Project Description
Leopardi House – RECANATI
The birthplace of Giacomo Leopardi is located in Recanati in the district of Monte Morello.
The present palace dates back to the middle of the eighteenth century, when the canonian Carlo Orazio Leopardi, poet’s poet and valentine architect of the time, gathered in a single nucleus the various buildings in which the family had lived uninterruptedly since the 13th century. In Carlo Orazio, the façade of the palace, in a sober neoclassical style, and the internal staircase, are considered to be one of his best interventions on the city’s buildings.
The entire first floor of the building is occupied by the famous Library – a source of knowledge for Giacomo Leopardi and his brothers – which accommodates more than 20,000 volumes and is the only open part of the building’s public. The upper floors, in fact, are still inhabited by the descendants of the Leopardi family.
The noble floor consists of elegant rooms with frescoed ceilings, decorated walls and furnishings dating back to the 16th and 19th centuries. In these “ancient halls”, Giacomo spent his childhood surrounded by brothers and in one of them, still today, it is possible to observe the “figurative herds”: four large canvases attributed to Rosa Da Tivoli, remembered by the Poet in the Rememberings. The “Academy Room” also stands on the noble floor where Monaldo, Giacomo’s father, usually gathered the members of the Literary Academy of Placid Disparities, already present in Recanati in the 15th century. and he was restored in the early nineteenth century.
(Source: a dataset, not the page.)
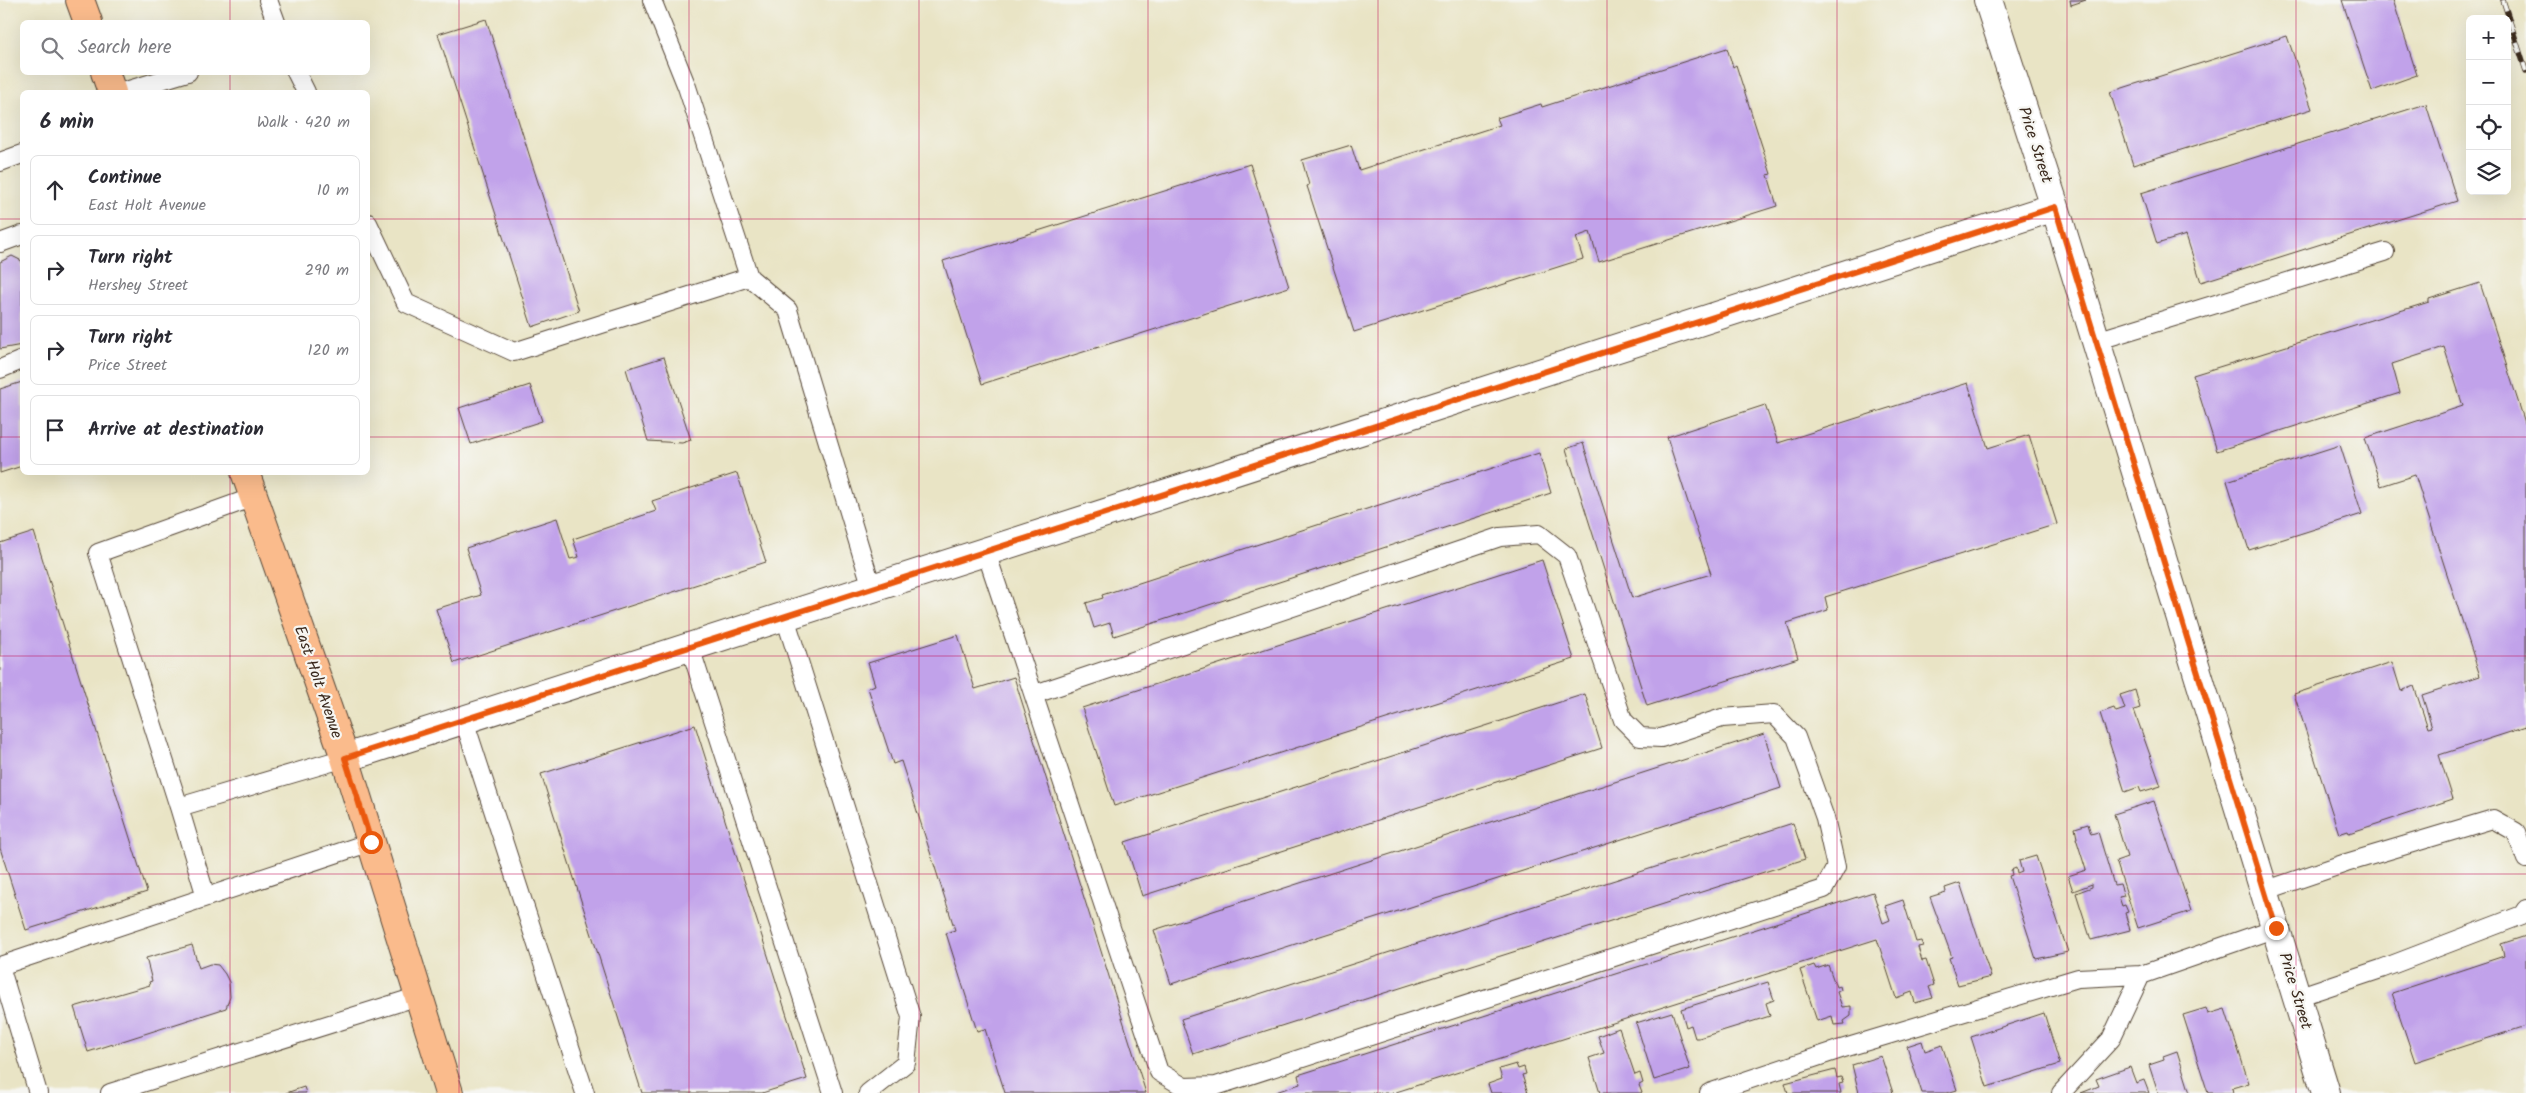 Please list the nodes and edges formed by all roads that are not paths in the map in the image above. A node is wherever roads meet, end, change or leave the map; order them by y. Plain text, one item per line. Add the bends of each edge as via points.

In the eastern part of the building, in an apartment that Giacomo shared with his brother Carlo Orazio, is the poet’s bedroom. The room, simple, has been kept intact as it was at Leopard’s era.
The basement of the building houses the former mill, since 1995 used as a venue for important exhibitions on Giacomo Leopardi. The exhibition “Giacomo dei libri: Leopardi library as a space of ideas” was inaugurated in 2012.
Next to the premises of the former mill there are the old cellars of the palace. They currently host a small retail outlet where you can buy Leopardi wines, a show of barrels, old winemaking tools and can be visited for free.
To the north and east, the palace is closed by the gardens, a place for children of so many generations. Once the family also had the adjacent spaces, now the home of the National Center for Leopard Studies and the World Poetry Center.
In history, the palace has been visited by Italian and foreign personalities belonging to the world of literature (such as Giosué Carducci, Giuseppe Ungaretti, Eugenio Montale, etc.), art, politics, fashion, finance, directors and actors of cinema and theater (like Carmelo Bene), the most important positions of the state such as Giorgio Napolitano, Laura Boldrini and Prince Charles of England.
In 2013, Casa Leopardi was the set of the film The fabulous young Mario Martone, with Elio Germano in the role of the Poet. The film came out in theaters in 2014 and has hit a huge hit of critics and viewers.